Tepi matanya berkobar beberapa kali, tetapi dia mencoba menekan air mata. Ketika rambutnya kering, dia menarik napas dalam-dalam. Dia dengan santai mengikat rambutnya, dan berkata, dengan nada seolah semuanya normal, “Aku akan pergi melihat apakah Nyonya Chen sudah selesai memasak makan malam.”
Lalu dia berjalan keluar dari kamar.
Ketika Qiao Anhao datang ke dapur, Nyonya Chen sudah selesai. Sup membuat suara menggelegak, saat direbus di bawah panas tinggi. Nyonya Chen berjongkok di depan tempat sampah, mengupas bawang putih. Melihat Qiao Anhao datang, dia langsung berkata, “Nona, makan malam akan segera siap. Anda bisa memanggil Lu untuk mencuci tangannya dan turun sekarang. ”
Qiao Anhao mengangguk dan berjalan ke kompor. Dia mendorong kepalanya, dan melirik sup pada kompor. Dia jelas melihat bahwa itu iga dan jagung babi, tetapi dia masih bertanya, “Sup apa yang kamu masak?”
Nyonya Chen berkata, “Sup jagung dan babi robek.”
“Baunya harum,” puji Qiao Anhao. Dia tidak tahu apakah itu sup panas, tapi air mata jatuh dari matanya dan masuk ke ca.s.serole-nya.

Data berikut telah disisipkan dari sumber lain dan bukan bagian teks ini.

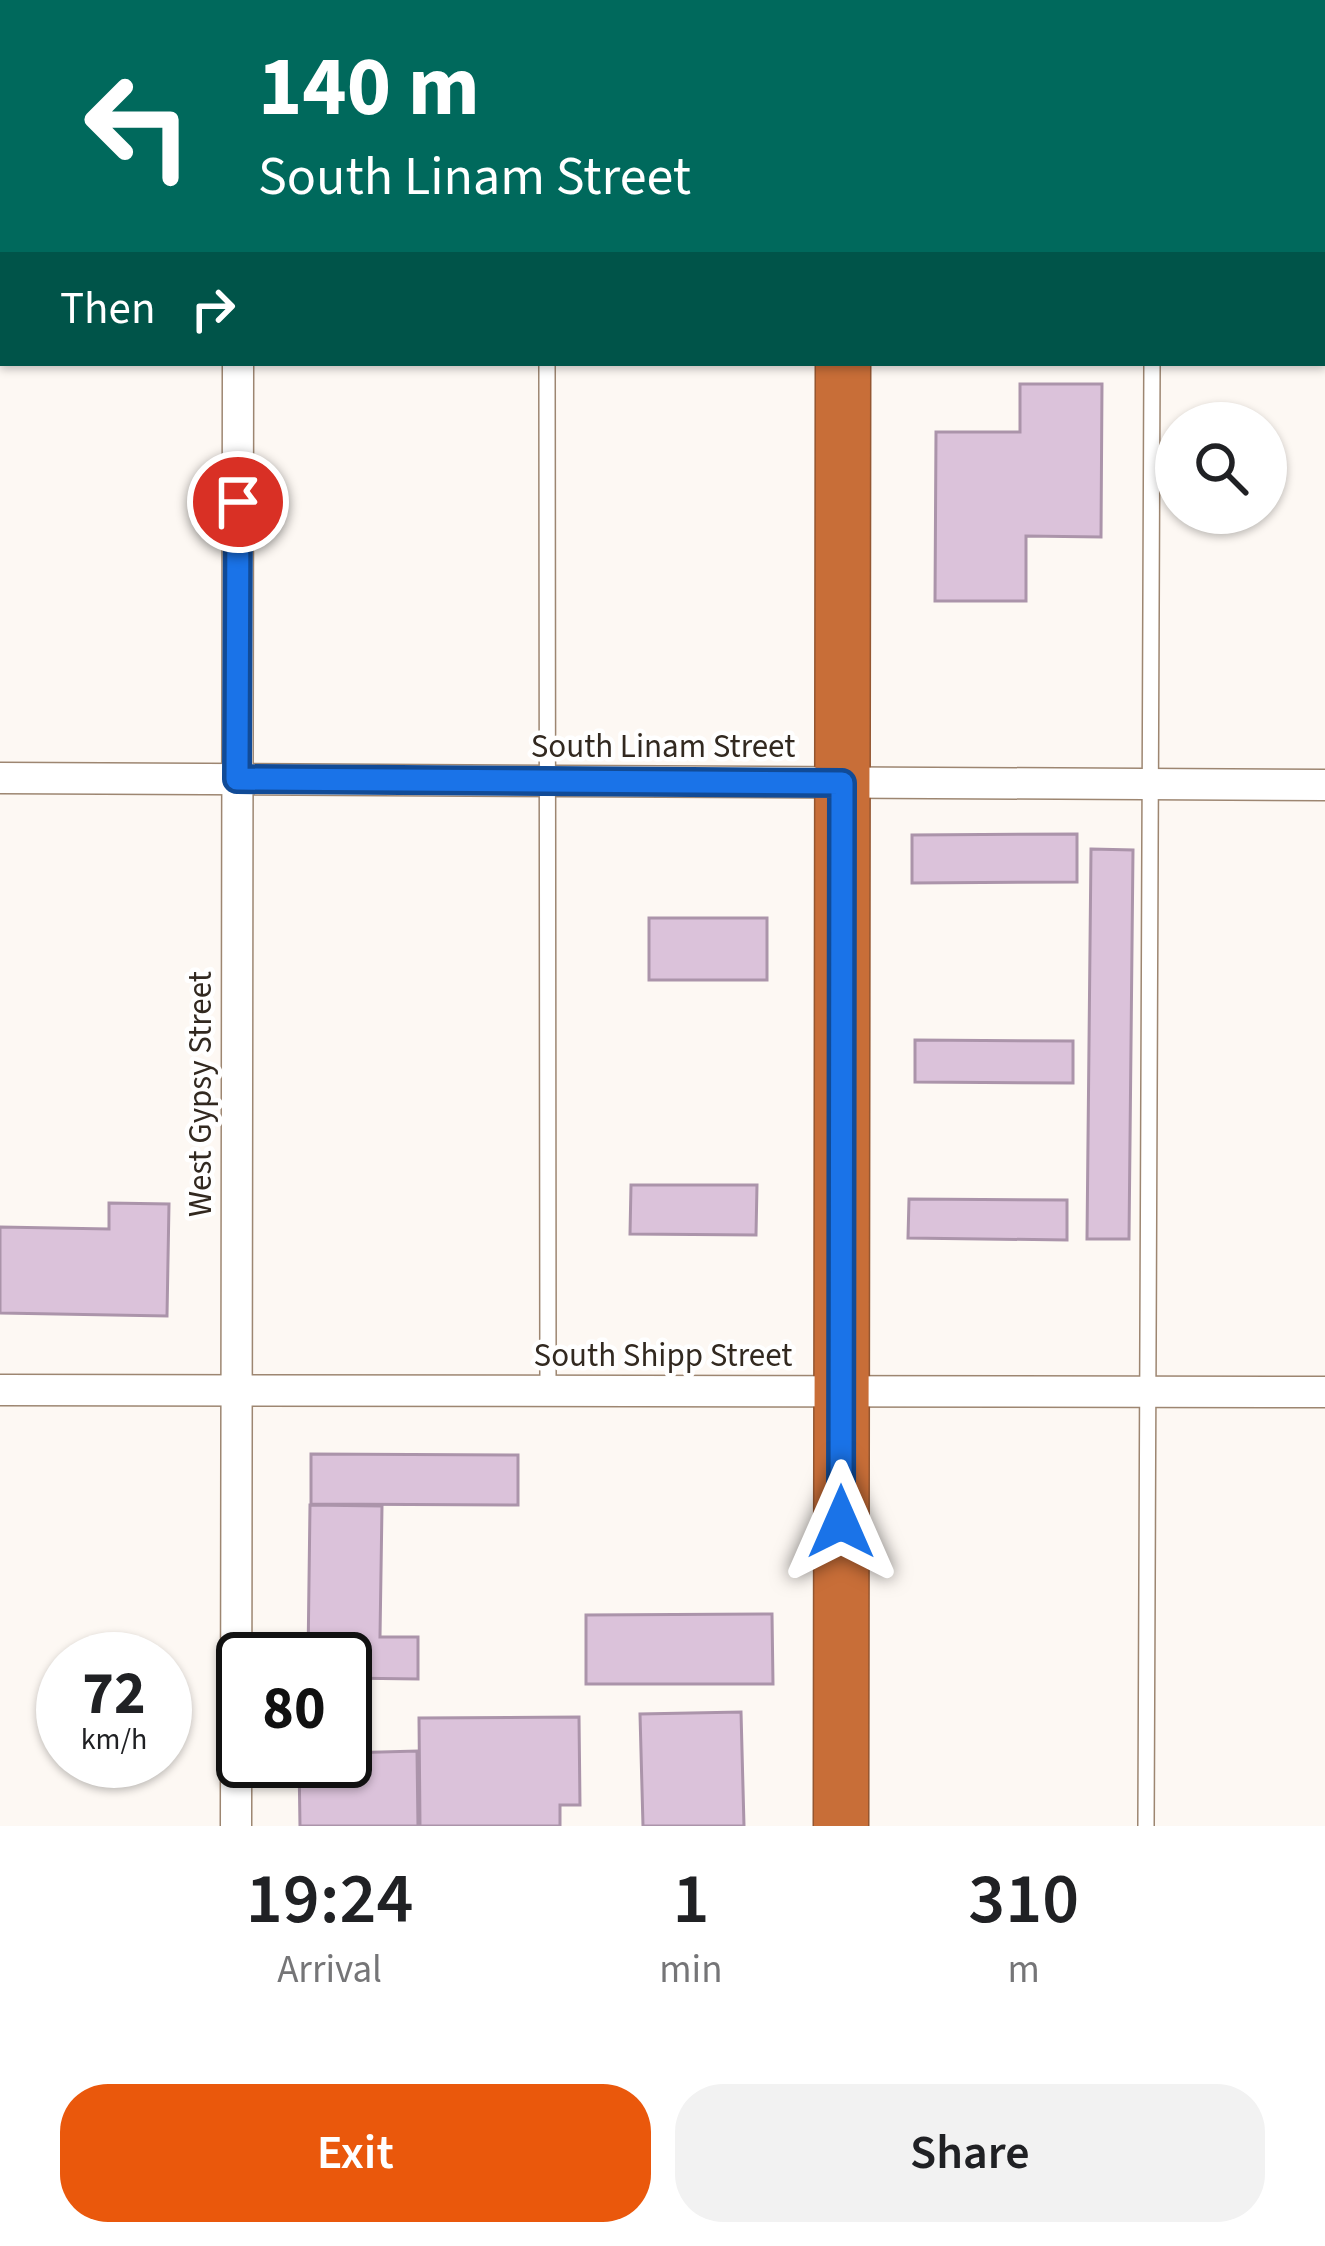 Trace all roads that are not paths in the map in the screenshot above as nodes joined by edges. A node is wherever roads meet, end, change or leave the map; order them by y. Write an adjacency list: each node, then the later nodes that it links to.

Qiao Anhao buru-buru menyeka mereka. Sementara Nyonya Chen tidak memperhatikan, dia berkata “Aku akan memanggilnya makan malam”, dan berjalan keluar dari dapur.
Dia tidak naik ke atas, hanya berbalik ke pintu kamar tidur lantai dua dan memanggil, “Waktu makan malam”. Dia berjalan ke kamar mandi umum, dan mengunci pintu di belakangnya. Ketika dia berdiri di sana di depan wastafel, dia melihat ke cermin di mata merahnya yang menakutkan.
Dia sebenarnya tidak ingin menangis, tetapi air mata masih jatuh tak terkendali, sampai ada dua ketukan di pintu. Suara Lu Jinnian masuk, “Qiao Qiao?”
Qiao Anhao menyeka matanya dan mengambil napas dalam-dalam. Dia berteriak “Datang!”, Dan menyalakan keran. Dia menyemprotkan segenggam air ke wajahnya, dan diam-diam keluar sebentar. Ketika dia sudah tenang, dia mematikan keran dan menyeka wajahnya dengan handuk di sampingnya, lalu berjalan keluar.
Lu Jinnian duduk di tempatnya yang biasa di ruang makan. Nyonya Chen membawa sup. Melihat dia masuk, dia dengan penuh perhatian menarik kursinya keluar.
Qiao Anhao duduk di hadapan Lu Jinnian. Dia mengambil sup Nyonya Chen, dan dengan lembut berkata, “Terima kasih”. Dia menundukkan kepalanya dan minum supnya.
Dia dan Lu Jinnian telah makan bersama beberapa kali sebelumnya. Ketika mereka makan, mereka tidak benar-benar berinteraksi satu sama lain, sehingga meja sedikit tenang. Nafsu makan Qiao Anhao tidak enak, tetapi dia memaksakan dirinya untuk makan sedikit. Pada akhirnya, dia tidak tahan lagi dan meletakkan sumpitnya.
Lu Jinnian, yang duduk di seberangnya, melirik mangkoknya yang nyaris tak tersentuh, dan alisnya berkerut. “Nafsu makannya buruk. Ya? Atau makanannya tidak cocok? ”
Nyonya Chen, yang berdiri di satu sisi, juga bertanya, “Nona, apa yang ingin kamu makan? Saya akan pergi dan memasak sesuatu yang lain. ”
Mata Qiao Anhao menyengat, dan air mata hampir jatuh. Dia menurunkan matanya. Setelah sepuluh detik, dia menatap Lu Jinnian dan memberinya senyum sedih. Suaranya tenang. “Aku makan terlalu banyak di sore hari. Saya tidak terlalu lapar sekarang, saya akan makan nanti. ”
Lu Jinnian mengangguk, dan tidak memaksanya. Qiao Anhao bangkit dan berjalan keluar dari ruang makan. Dia mendengar Lu Jinnian berkata kepada Nyonya Chen, “Nona suka makan bubur sarang walet. Masak buburnya. Ketika dia lapar, jangan biarkan dia makan sisa makanan yang memanas. ”
Ujung jari Qiao Anhao bergetar ketika dia mendengar kata-kata itu, dan dia dengan cepat pergi.